Work task: Your result should be every line of the records below that contains the word "Hahn".

(Extracted data entries)

>>

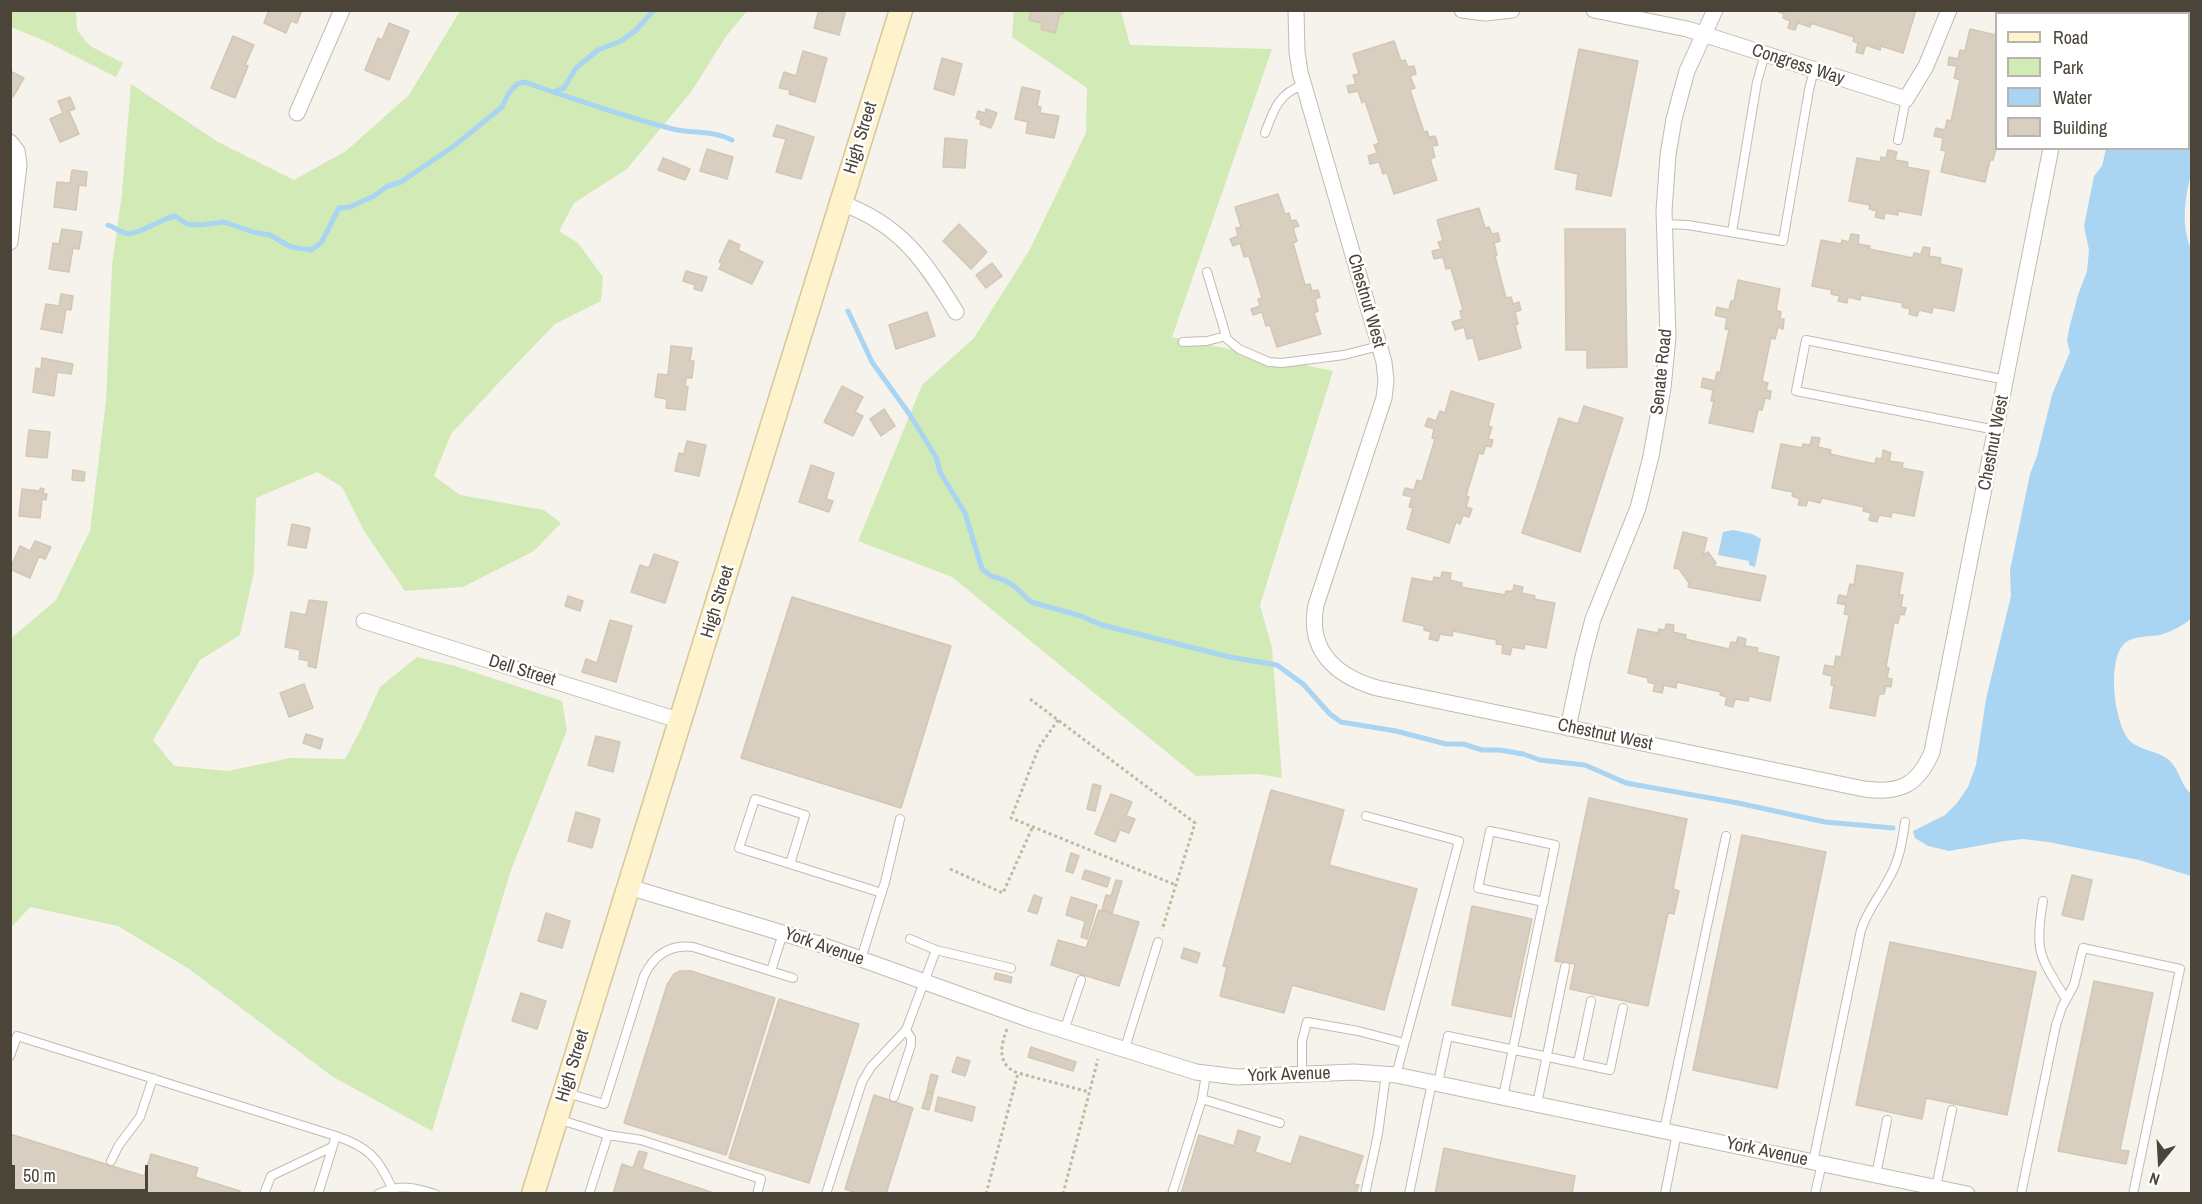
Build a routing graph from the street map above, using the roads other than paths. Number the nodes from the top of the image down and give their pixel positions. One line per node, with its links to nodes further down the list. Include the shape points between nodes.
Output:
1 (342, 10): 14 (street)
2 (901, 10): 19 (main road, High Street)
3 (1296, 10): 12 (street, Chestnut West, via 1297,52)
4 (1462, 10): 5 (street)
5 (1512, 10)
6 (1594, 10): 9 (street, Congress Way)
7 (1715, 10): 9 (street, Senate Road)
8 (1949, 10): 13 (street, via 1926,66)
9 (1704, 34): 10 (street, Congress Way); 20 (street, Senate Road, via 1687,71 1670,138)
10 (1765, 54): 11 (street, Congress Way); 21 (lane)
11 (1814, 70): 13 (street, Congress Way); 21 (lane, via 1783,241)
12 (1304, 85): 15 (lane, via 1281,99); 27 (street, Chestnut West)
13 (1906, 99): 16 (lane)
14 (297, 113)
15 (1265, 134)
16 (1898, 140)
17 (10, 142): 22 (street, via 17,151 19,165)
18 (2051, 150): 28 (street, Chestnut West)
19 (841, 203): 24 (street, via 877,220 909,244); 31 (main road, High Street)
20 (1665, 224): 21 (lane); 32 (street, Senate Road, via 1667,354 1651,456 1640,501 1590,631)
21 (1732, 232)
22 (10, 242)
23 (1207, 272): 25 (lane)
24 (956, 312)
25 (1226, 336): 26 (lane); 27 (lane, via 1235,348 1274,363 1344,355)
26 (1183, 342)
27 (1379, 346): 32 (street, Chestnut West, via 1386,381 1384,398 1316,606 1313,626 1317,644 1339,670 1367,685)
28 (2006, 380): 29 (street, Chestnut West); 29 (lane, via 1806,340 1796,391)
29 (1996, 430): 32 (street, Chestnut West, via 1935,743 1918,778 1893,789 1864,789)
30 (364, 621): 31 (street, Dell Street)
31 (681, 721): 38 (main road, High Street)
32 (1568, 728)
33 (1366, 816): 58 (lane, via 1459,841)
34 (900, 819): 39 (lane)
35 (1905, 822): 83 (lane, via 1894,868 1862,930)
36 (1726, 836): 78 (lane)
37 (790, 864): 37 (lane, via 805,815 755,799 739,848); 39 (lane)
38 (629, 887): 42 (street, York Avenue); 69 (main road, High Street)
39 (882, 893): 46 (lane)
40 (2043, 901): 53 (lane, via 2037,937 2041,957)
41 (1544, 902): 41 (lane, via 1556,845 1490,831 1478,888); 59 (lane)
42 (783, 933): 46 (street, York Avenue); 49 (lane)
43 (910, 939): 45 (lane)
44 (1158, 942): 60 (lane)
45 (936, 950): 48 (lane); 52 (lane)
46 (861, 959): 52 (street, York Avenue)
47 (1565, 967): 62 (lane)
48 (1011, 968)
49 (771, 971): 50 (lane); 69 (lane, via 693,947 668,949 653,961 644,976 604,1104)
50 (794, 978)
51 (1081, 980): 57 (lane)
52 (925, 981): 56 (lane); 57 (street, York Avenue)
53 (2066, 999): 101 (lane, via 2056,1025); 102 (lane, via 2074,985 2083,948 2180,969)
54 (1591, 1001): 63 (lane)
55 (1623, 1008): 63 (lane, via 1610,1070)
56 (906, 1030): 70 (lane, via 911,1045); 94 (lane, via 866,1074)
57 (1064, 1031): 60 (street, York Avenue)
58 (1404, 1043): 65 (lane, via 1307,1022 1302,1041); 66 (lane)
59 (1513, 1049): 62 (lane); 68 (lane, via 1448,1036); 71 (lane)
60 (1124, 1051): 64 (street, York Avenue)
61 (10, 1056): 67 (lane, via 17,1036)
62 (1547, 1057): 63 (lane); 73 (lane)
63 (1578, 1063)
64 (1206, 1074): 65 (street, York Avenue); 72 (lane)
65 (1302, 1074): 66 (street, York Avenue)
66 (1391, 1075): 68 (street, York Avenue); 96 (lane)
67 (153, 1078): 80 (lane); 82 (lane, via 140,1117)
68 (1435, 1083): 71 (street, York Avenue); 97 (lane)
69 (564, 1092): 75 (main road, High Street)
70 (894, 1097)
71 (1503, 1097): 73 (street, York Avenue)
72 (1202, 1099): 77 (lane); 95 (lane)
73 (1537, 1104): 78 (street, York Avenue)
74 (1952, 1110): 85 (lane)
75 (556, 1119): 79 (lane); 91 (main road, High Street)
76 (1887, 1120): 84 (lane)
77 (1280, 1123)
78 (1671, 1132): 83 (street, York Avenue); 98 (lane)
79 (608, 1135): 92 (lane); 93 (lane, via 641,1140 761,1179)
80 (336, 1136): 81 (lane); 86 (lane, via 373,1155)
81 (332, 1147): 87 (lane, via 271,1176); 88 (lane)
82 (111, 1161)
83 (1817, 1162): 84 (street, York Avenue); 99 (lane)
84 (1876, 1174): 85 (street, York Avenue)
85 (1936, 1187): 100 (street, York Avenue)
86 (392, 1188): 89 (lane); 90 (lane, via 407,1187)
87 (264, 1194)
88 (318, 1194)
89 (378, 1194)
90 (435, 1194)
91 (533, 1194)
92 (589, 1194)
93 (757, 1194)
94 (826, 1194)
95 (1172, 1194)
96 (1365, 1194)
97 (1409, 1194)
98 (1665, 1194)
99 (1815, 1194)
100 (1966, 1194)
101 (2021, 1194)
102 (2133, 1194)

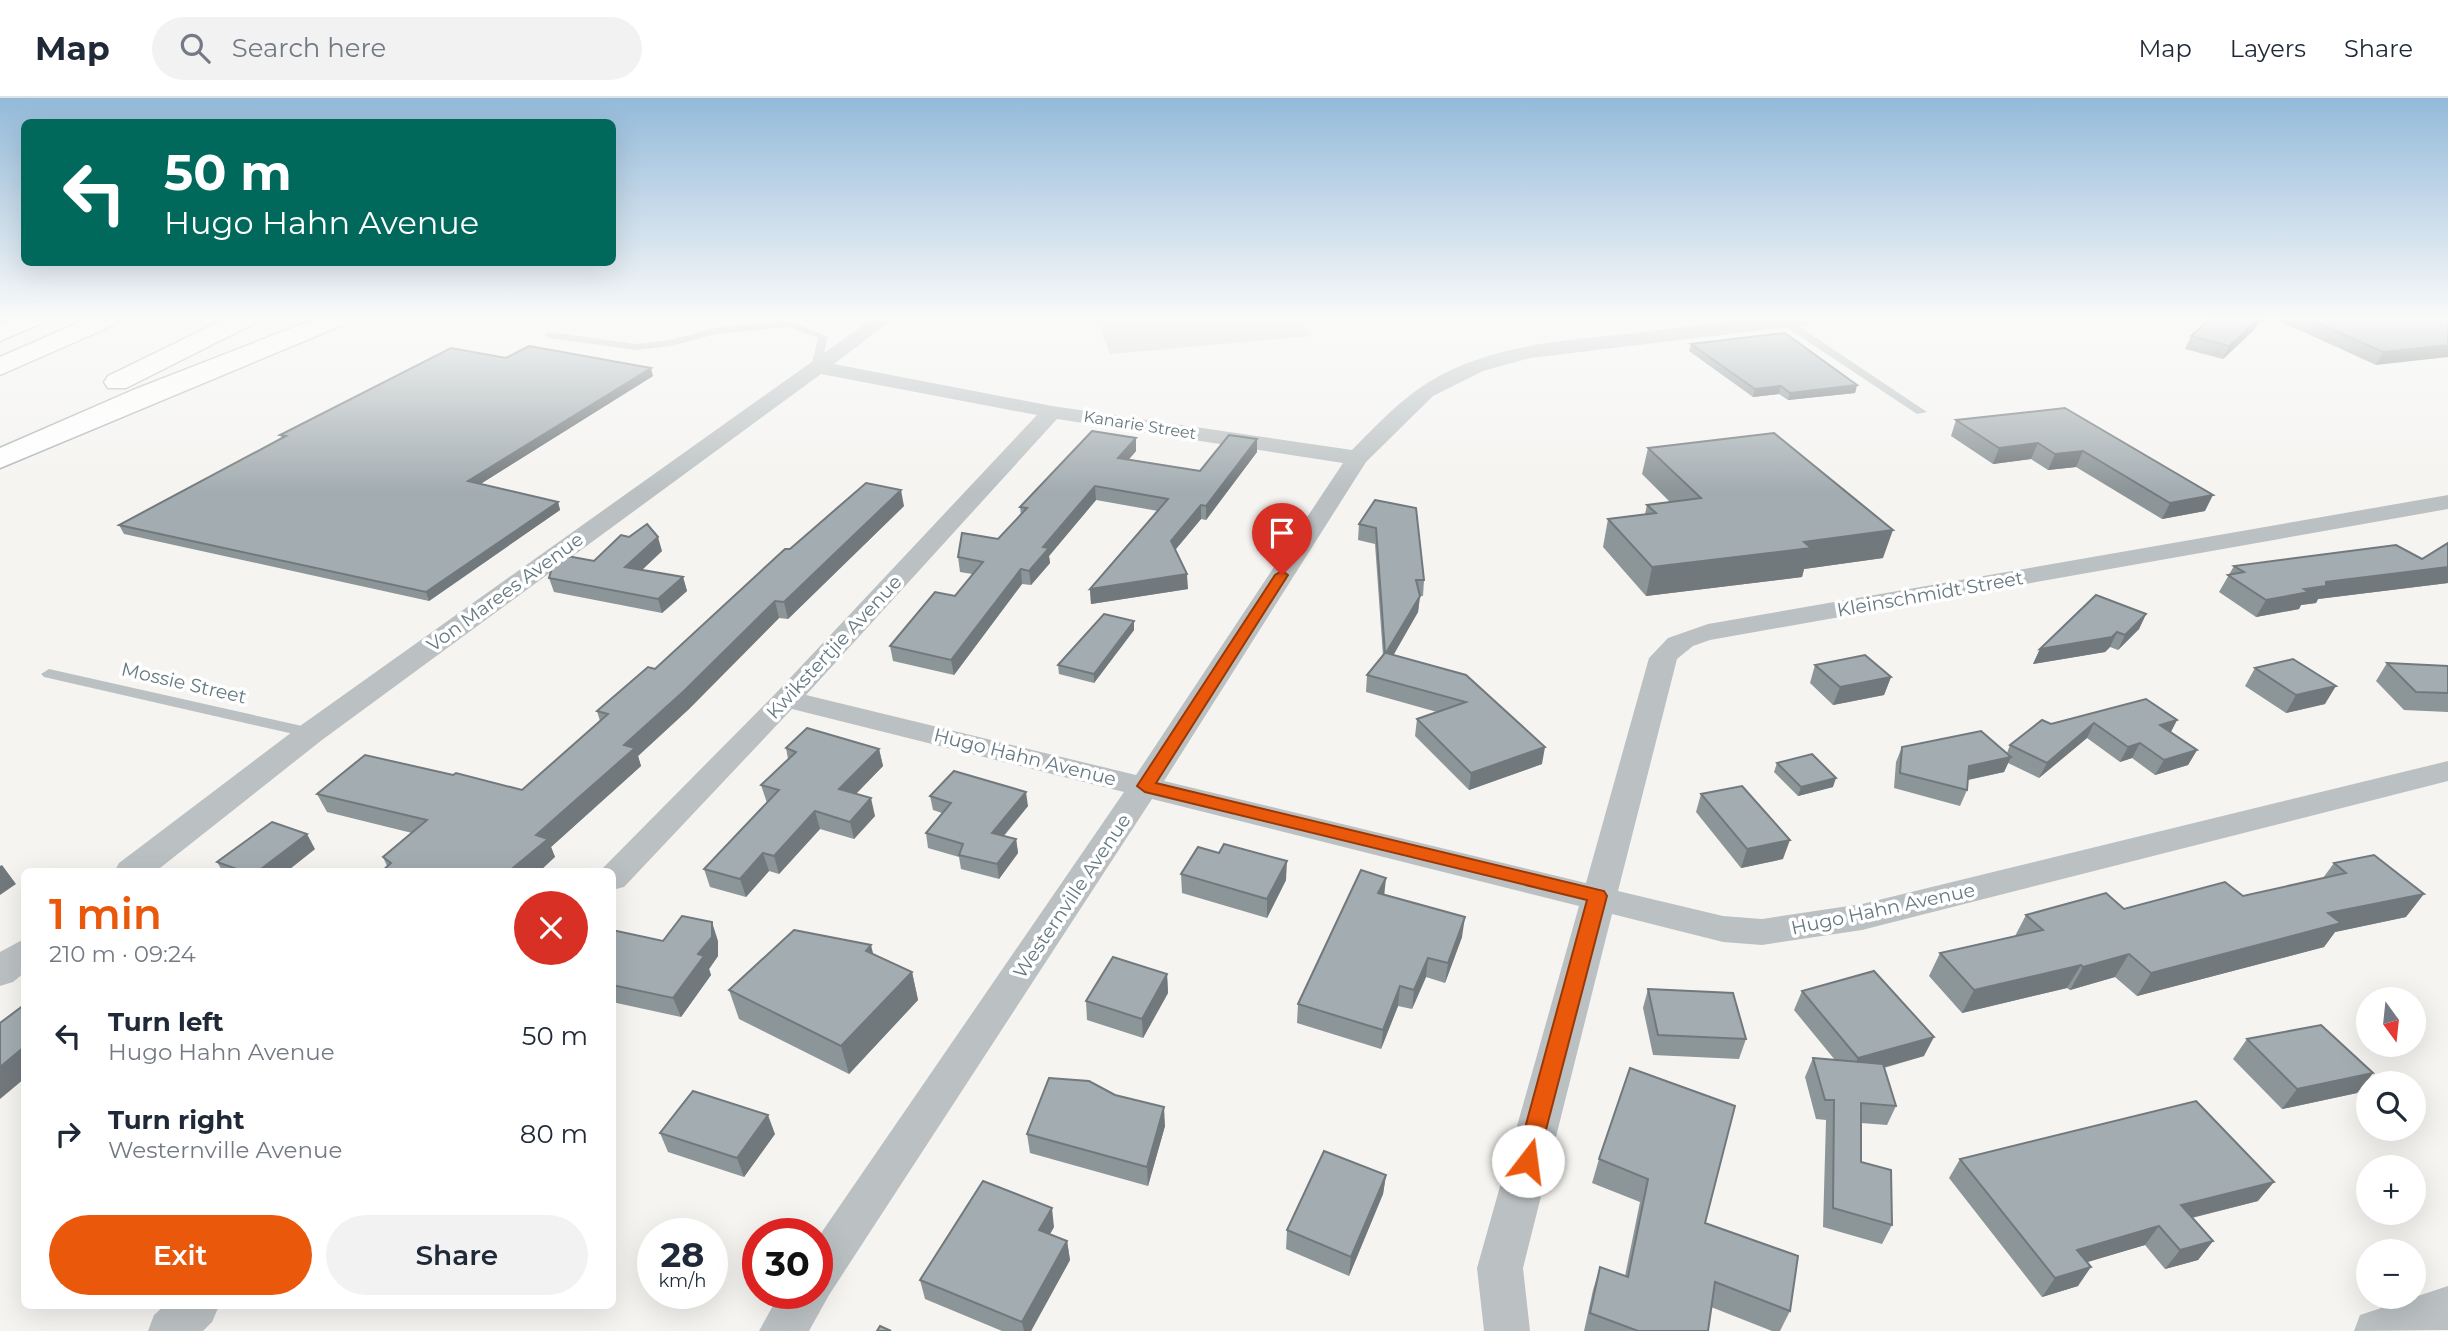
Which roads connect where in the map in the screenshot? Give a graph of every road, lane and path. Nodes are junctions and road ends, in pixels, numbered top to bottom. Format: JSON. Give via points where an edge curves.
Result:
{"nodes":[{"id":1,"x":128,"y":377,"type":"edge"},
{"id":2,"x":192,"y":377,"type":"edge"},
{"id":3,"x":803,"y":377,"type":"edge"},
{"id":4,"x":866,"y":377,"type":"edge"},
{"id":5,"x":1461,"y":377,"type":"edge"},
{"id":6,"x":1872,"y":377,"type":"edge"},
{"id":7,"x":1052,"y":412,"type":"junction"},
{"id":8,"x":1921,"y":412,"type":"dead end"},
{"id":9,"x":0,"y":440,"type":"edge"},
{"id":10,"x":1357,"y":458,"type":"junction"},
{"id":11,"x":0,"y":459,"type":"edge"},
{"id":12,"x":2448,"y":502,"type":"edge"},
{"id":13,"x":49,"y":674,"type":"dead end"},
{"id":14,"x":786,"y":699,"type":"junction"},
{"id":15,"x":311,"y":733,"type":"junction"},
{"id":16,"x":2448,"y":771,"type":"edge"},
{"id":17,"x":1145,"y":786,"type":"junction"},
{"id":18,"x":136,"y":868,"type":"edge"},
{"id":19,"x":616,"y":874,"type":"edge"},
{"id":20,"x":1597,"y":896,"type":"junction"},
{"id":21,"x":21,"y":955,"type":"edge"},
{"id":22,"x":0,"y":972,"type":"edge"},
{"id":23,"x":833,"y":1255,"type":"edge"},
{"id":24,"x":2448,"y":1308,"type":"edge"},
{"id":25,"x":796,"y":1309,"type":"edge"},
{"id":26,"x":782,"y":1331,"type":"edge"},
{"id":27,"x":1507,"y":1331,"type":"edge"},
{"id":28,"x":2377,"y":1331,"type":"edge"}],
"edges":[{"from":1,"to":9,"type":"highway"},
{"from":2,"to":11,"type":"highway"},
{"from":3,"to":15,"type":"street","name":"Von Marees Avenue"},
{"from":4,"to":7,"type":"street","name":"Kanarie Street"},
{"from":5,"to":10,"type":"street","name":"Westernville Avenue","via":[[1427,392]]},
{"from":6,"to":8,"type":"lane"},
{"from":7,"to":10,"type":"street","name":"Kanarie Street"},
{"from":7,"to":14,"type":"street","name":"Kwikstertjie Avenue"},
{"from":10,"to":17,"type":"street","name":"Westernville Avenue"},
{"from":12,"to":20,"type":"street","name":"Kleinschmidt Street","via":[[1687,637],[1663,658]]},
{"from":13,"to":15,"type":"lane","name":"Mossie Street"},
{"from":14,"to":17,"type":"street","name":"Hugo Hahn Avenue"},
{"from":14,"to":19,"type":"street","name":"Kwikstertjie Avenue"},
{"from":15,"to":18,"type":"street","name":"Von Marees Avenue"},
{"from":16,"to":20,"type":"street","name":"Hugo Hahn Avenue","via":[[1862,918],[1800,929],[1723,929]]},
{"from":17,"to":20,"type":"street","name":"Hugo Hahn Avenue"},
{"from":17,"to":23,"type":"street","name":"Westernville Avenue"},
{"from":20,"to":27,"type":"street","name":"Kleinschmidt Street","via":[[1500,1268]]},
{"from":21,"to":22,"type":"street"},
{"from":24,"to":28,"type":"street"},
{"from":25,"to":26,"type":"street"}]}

<<

Output for this task:
{"from":14,"to":17,"type":"street","name":"Hugo Hahn Avenue"},
{"from":16,"to":20,"type":"street","name":"Hugo Hahn Avenue","via":[[1862,918],[1800,929],[1723,929]]},
{"from":17,"to":20,"type":"street","name":"Hugo Hahn Avenue"},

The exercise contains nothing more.